There are some of them left in Southie, Charlestown, Dorchester, and plenty of them in the metropolitan area outside the city proper.
They're nicknamed "Irish Battleships," and gentrification is eliminating most of them in the city.
They weren't necessarily horrible.
They were mostly well-maintained until they got really old.

The biggest problem was that the Micks had too many kids in the old days,
so life in them was pretty crowded. Not much privacy. Lots of shared rooms.
There was no pill then, but there were condoms for sure.
I have to guess that the people were too hammered to get them on.
Micks will be Micks, right?
LOL! Interesting reading about the tenement housing for the working class and poor from that time (that was big in New York, don't know if Boston had much of it or not). On one hand it was not good conditions. We've implemented a number of rules and regulations as a result to prevent that type of housing from being built. The trade off is we no longer have that level of cheap housing either. Now we hundreds of thousands of homeless people. I'm in no way suggesting we should go back to tenement housing but those who are homeless might be open to something slightly substandard at a much lower cost.
 
LOL! Interesting reading about the tenement housing for the working class and poor from that time (that was big in New York, don't know if Boston had much of it or not). On one hand it was not good conditions. We've implemented a number of rules and regulations as a result to prevent that type of housing from being built. The trade off is we no longer have that level of cheap housing either. Now we hundreds of thousands of homeless people. I'm in no way suggesting we should go back to tenement housing but those who are homeless might be open to something slightly substandard at a much lower cost.

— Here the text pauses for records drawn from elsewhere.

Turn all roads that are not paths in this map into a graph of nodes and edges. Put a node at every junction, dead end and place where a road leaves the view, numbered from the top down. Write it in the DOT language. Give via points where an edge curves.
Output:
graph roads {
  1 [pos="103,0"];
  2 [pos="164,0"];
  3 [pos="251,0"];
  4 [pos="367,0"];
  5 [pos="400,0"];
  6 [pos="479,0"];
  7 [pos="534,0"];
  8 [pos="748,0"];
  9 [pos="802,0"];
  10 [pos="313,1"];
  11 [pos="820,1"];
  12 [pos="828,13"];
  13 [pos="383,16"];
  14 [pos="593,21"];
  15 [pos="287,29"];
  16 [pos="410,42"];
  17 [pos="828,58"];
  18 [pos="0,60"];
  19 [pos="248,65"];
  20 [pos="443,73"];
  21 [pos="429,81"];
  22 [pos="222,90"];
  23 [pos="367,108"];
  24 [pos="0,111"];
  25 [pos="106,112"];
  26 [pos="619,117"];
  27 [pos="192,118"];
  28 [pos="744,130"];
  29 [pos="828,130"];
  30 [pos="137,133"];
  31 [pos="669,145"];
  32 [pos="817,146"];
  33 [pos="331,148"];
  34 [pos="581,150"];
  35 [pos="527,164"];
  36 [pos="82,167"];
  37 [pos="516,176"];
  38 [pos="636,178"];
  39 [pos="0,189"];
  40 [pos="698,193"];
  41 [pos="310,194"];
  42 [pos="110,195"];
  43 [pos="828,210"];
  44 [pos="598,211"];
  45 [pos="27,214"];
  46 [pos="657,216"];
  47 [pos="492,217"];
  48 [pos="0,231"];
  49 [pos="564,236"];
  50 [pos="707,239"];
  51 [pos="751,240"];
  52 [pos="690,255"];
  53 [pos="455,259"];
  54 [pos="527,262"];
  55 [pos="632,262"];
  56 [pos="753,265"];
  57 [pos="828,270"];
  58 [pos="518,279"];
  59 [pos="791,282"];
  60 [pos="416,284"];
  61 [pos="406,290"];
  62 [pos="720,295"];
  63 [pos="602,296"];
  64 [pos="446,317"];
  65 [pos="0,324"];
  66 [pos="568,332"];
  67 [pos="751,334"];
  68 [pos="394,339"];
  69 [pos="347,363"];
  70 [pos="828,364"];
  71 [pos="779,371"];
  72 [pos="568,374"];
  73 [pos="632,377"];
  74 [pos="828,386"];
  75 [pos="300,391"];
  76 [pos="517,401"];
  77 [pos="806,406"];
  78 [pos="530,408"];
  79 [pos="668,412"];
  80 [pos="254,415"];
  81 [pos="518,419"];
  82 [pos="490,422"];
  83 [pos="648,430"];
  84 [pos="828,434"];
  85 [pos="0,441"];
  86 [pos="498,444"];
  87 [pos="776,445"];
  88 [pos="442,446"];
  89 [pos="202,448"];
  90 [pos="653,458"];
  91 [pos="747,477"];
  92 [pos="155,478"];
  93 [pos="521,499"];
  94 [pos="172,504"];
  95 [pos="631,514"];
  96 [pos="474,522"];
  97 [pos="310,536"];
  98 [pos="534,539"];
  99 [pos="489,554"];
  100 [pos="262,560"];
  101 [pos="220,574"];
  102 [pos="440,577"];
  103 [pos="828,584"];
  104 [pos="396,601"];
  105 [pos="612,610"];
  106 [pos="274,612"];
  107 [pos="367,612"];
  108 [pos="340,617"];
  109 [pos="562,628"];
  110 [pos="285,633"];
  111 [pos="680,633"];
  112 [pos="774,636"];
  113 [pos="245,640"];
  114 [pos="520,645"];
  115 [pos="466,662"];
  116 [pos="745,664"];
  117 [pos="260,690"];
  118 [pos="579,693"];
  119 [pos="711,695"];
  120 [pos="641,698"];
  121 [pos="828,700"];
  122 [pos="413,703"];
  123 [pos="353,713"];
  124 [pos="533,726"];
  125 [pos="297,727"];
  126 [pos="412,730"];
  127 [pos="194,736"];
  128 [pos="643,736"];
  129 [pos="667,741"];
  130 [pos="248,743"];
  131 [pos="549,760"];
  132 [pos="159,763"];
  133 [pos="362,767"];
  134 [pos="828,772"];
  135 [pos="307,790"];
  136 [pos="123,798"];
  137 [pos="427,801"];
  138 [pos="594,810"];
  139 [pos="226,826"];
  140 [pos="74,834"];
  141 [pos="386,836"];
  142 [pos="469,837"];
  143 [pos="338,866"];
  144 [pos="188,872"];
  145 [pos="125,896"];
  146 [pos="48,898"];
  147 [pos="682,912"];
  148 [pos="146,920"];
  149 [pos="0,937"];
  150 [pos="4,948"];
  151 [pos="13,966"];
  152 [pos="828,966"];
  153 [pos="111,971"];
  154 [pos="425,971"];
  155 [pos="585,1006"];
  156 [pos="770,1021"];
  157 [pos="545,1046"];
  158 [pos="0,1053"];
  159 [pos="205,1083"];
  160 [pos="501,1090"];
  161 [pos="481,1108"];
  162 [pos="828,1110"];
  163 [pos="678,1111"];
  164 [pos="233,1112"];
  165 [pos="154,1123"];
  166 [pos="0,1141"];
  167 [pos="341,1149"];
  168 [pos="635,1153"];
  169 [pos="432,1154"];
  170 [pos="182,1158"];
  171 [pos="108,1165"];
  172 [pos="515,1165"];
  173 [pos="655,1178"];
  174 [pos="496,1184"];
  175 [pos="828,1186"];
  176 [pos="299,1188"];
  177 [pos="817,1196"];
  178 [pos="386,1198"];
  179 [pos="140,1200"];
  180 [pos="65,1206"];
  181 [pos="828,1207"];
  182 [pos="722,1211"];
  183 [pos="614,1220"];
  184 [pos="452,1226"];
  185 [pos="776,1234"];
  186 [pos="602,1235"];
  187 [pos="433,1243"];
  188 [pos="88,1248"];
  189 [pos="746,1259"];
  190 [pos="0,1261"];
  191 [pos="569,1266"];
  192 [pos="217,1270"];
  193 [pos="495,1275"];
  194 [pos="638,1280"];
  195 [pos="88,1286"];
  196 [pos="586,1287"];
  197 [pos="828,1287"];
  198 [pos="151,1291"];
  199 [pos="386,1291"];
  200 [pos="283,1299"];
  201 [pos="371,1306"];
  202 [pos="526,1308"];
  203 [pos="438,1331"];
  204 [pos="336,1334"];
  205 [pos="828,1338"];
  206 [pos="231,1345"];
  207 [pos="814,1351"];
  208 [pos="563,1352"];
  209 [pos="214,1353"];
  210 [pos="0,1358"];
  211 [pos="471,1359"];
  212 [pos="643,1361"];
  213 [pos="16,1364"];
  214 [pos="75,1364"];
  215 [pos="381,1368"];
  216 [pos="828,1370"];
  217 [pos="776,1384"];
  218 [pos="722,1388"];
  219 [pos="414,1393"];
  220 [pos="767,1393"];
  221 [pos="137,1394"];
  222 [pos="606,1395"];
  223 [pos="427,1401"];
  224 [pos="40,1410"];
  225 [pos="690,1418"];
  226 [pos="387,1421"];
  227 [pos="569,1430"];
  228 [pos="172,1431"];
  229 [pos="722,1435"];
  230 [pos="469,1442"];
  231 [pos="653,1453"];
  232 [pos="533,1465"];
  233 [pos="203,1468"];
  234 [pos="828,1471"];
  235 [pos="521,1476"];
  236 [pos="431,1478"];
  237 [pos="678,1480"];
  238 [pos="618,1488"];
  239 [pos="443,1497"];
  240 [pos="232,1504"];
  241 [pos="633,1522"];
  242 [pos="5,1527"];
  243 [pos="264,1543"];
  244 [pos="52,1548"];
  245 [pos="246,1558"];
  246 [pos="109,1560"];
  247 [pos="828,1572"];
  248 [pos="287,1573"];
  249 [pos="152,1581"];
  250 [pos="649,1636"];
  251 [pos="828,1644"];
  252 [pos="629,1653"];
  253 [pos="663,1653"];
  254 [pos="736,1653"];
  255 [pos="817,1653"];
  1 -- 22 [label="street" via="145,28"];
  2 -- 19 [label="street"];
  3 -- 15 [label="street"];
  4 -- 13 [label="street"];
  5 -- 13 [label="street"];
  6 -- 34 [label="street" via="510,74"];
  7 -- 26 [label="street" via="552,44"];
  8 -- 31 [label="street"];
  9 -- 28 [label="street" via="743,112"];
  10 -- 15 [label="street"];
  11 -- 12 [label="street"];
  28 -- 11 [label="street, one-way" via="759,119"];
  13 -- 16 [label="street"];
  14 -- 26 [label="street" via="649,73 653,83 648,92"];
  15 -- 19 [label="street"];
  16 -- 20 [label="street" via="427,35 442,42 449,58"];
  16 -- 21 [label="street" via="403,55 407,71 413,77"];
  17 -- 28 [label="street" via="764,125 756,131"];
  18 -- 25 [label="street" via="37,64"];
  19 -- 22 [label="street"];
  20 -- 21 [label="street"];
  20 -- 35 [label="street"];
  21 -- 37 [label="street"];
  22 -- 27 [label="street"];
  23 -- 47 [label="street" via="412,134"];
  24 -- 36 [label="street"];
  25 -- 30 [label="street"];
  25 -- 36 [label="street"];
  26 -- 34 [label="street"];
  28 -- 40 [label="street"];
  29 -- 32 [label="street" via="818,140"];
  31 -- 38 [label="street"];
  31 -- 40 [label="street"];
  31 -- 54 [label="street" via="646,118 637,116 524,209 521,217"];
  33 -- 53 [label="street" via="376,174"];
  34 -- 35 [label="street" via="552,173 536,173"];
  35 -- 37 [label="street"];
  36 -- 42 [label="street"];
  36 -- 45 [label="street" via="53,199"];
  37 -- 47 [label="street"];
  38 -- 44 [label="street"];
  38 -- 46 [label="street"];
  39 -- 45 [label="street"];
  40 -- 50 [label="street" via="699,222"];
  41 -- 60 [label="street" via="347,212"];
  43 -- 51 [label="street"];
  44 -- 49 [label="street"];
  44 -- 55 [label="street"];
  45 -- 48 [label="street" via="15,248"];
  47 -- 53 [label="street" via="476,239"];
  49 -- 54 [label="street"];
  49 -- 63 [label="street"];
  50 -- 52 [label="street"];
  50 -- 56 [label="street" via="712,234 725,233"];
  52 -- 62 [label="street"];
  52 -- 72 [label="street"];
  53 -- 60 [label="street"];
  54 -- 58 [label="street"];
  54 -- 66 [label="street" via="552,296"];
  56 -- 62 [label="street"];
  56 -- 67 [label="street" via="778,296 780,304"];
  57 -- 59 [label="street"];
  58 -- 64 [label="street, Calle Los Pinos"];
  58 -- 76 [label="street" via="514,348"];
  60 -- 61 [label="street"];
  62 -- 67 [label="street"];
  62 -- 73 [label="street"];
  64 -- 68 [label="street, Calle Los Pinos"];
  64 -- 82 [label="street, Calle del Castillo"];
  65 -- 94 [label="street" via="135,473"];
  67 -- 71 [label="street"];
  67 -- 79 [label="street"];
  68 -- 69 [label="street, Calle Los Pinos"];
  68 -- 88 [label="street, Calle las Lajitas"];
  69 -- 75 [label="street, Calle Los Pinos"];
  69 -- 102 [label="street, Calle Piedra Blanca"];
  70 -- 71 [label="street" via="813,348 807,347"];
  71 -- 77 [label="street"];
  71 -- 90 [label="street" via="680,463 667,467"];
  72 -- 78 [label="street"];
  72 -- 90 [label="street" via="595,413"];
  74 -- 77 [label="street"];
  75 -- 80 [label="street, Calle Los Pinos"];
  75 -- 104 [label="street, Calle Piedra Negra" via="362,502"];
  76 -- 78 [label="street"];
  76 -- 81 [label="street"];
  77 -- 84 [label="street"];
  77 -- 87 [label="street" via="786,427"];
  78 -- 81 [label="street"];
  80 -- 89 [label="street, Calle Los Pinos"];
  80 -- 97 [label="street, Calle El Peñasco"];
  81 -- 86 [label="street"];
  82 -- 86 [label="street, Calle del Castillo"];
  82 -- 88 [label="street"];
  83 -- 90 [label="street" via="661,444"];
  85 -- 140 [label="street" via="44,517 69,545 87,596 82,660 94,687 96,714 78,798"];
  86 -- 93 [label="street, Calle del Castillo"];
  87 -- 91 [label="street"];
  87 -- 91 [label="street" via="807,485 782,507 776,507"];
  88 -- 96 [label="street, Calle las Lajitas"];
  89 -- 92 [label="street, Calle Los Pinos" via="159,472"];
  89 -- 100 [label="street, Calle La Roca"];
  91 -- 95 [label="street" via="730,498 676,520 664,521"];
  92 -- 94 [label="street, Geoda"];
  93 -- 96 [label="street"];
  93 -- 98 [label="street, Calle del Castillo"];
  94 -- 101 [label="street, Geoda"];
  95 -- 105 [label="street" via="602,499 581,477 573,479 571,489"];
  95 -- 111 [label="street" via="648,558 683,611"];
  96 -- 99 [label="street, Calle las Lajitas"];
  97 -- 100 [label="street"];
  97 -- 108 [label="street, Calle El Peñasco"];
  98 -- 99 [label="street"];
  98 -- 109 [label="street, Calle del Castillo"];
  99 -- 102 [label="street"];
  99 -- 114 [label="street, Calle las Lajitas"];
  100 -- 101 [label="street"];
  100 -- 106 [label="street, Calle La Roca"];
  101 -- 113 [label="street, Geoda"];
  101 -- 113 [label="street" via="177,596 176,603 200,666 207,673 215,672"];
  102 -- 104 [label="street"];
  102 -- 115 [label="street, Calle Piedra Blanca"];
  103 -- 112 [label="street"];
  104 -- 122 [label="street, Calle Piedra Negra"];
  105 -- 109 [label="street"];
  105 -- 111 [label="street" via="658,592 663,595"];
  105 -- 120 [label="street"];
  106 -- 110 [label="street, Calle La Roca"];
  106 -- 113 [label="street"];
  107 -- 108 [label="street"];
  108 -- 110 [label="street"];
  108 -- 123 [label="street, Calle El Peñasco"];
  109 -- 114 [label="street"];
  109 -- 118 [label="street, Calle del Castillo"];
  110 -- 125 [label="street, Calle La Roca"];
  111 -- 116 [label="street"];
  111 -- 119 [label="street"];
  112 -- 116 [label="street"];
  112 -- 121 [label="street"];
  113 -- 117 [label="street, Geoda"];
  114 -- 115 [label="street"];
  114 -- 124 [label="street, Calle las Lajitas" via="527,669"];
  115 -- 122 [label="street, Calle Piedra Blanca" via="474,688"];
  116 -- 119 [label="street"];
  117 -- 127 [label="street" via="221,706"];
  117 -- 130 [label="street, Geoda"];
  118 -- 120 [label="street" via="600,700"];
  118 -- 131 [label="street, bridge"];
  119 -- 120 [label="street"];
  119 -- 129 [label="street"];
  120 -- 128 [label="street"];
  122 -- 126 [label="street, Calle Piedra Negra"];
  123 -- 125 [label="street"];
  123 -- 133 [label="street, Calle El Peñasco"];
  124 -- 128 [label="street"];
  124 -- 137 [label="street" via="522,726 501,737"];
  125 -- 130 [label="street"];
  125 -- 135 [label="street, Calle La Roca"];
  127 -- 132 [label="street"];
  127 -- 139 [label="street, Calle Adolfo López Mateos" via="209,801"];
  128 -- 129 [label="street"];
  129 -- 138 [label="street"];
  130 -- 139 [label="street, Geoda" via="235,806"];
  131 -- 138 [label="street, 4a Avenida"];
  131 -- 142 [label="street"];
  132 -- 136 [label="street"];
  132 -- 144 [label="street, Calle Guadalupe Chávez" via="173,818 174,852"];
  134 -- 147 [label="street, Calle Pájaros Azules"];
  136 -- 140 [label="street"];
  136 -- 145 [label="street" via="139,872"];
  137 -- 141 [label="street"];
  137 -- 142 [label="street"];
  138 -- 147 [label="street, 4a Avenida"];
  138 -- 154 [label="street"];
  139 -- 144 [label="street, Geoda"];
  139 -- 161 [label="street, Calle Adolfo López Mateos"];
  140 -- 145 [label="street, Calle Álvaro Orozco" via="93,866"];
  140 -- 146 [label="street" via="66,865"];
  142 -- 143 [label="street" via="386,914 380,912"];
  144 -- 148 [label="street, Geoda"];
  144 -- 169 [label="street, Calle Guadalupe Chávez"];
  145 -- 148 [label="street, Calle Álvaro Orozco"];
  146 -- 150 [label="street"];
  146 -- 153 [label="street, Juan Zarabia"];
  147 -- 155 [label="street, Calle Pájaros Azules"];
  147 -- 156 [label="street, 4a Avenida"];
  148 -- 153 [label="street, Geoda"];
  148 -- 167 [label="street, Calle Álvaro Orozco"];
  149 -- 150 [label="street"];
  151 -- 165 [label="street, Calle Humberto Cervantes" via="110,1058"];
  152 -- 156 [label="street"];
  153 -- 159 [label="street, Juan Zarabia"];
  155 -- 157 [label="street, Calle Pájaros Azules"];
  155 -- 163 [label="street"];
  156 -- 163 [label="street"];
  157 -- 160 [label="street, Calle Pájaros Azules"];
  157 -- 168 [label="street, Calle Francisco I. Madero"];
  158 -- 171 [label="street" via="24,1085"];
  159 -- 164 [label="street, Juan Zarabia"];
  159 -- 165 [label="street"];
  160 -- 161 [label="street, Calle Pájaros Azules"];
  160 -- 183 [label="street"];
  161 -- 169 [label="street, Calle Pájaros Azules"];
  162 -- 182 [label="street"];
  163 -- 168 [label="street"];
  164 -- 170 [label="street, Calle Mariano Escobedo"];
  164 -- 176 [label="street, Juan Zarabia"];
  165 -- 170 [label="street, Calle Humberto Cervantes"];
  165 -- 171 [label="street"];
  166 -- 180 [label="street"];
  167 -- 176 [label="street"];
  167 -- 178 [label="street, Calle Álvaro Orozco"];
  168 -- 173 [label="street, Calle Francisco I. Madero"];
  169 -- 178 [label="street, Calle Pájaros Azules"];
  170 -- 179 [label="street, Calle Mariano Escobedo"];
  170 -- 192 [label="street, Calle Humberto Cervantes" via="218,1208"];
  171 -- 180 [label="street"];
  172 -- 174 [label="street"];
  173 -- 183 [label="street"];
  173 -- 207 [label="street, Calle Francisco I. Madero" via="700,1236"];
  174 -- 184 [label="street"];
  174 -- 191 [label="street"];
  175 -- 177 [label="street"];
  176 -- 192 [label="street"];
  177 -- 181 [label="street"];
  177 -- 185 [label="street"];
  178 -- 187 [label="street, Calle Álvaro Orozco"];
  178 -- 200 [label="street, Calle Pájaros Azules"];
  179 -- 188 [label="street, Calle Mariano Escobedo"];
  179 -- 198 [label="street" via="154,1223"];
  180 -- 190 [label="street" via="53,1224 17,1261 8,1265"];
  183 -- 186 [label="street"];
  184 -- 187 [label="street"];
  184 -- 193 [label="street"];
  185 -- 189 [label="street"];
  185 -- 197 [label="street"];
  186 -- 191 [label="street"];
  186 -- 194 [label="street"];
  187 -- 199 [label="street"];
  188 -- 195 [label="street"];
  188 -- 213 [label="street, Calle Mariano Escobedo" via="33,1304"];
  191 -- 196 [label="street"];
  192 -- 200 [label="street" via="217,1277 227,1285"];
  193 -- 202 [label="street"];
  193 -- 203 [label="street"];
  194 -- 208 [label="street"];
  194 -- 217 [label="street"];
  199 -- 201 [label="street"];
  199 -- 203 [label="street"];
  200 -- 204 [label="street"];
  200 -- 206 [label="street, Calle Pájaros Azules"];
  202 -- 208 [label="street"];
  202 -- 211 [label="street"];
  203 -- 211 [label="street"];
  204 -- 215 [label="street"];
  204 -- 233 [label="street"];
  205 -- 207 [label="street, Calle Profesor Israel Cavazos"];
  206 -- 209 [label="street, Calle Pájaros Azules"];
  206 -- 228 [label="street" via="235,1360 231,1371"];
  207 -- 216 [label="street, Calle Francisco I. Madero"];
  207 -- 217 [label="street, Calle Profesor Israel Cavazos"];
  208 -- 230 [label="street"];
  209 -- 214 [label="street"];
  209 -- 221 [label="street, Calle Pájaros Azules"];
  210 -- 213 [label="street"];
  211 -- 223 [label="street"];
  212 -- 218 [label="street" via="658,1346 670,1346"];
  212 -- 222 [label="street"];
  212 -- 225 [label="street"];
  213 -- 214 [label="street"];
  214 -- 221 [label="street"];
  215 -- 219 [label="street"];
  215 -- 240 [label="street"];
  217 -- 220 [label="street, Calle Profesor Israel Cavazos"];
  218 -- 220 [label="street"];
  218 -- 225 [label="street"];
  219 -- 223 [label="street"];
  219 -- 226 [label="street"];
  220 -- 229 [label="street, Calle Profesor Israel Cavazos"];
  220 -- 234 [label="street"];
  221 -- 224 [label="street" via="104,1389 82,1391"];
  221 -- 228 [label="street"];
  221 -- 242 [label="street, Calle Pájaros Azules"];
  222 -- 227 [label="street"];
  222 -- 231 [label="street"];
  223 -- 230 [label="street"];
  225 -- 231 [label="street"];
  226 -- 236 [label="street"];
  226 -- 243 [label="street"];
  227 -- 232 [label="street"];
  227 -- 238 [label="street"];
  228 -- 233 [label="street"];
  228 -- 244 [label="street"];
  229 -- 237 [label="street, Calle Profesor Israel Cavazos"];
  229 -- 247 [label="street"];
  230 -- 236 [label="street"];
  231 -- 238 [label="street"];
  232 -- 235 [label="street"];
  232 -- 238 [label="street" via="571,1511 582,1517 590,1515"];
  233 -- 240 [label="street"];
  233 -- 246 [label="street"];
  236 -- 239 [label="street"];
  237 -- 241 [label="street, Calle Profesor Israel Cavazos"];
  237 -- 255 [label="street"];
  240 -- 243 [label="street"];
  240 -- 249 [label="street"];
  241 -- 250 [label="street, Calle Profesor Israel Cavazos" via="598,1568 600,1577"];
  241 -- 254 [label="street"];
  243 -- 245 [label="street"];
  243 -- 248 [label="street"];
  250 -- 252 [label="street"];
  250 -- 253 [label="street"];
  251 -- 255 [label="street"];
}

Housing project apartment buildings were the answer during the FDR era, but there's no big sentiment to bring them back.
I don't know the answer for the housing problem either, but we certainly have one.
 
There are some of them left in Southie, Charlestown, Dorchester, and plenty of them in the metropolitan area outside the city proper.
They're nicknamed "Irish Battleships," and gentrification is eliminating most of them in the city.
They weren't necessarily horrible.
They were mostly well-maintained until they got really old.

The biggest problem was that the Micks had too many kids in the old days,
so life in them was pretty crowded. Not much privacy. Lots of shared rooms.
There was no pill then, but there were condoms for sure.
I have to guess that the people were too hammered to get them on.
Micks will be Micks, right?
The Irish tended to be loyal Catholics who only used the rhythm method approved by the Church. As you've no doubt heard, people who use the rhythm method are called "parents."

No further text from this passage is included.